Skip the pictures and copy all the data that follows exactly.

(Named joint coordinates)
☆ ☆ ☆

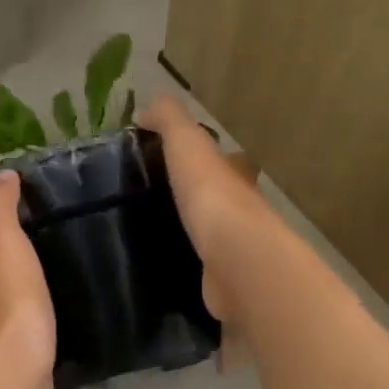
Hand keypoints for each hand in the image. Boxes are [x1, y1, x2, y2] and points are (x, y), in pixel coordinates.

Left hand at [0, 172, 56, 388]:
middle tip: (2, 251)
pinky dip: (22, 322)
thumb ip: (1, 208)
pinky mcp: (14, 352)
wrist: (21, 360)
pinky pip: (15, 331)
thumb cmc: (9, 294)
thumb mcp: (5, 241)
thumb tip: (1, 175)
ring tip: (28, 278)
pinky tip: (43, 314)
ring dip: (0, 295)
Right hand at [137, 96, 267, 328]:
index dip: (205, 157)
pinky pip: (202, 269)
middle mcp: (243, 210)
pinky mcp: (224, 281)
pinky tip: (163, 268)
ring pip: (211, 235)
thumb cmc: (212, 195)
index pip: (225, 160)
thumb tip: (146, 106)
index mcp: (236, 175)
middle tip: (153, 201)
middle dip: (196, 198)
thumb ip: (169, 120)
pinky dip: (188, 266)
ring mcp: (236, 249)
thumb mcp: (187, 144)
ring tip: (150, 233)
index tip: (171, 161)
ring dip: (191, 233)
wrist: (236, 259)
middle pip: (220, 199)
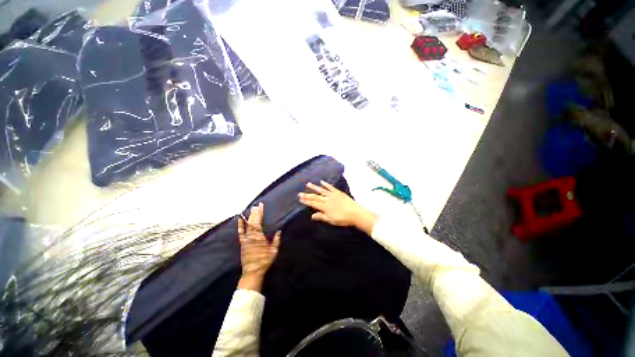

☆ ☆ ☆

**Exercise result**
Hand keypoints for each hand in the image. Boxes are [x1, y1, x2, y2] and points are (x, y), in pixel coordinates.

Left hand at [0, 172, 56, 388]:
middle tip: (2, 251)
pinky dip: (22, 322)
thumb ip: (1, 208)
pinky mcp: (14, 352)
wrist: (21, 360)
pinky pip: (15, 331)
thumb cmc: (9, 294)
thumb mcp: (5, 241)
thumb tip: (1, 175)
ring tip: (28, 278)
pinky tip: (43, 314)
ring dip: (0, 295)
Right hand at [137, 96, 267, 328]:
index dip: (205, 157)
pinky pip: (202, 269)
middle mcp: (243, 210)
pinky mcp: (224, 281)
pinky tip: (163, 268)
ring pip: (211, 235)
thumb cmc: (212, 195)
index pip: (225, 160)
thumb tip: (146, 106)
index mcp: (236, 175)
middle tip: (153, 201)
middle dip: (196, 198)
thumb ip: (169, 120)
pinky dip: (188, 266)
ring mcp: (236, 249)
thumb mcp: (187, 144)
ring tip: (150, 233)
index tip: (171, 161)
ring dip: (191, 233)
wrist: (236, 259)
middle pip: (220, 199)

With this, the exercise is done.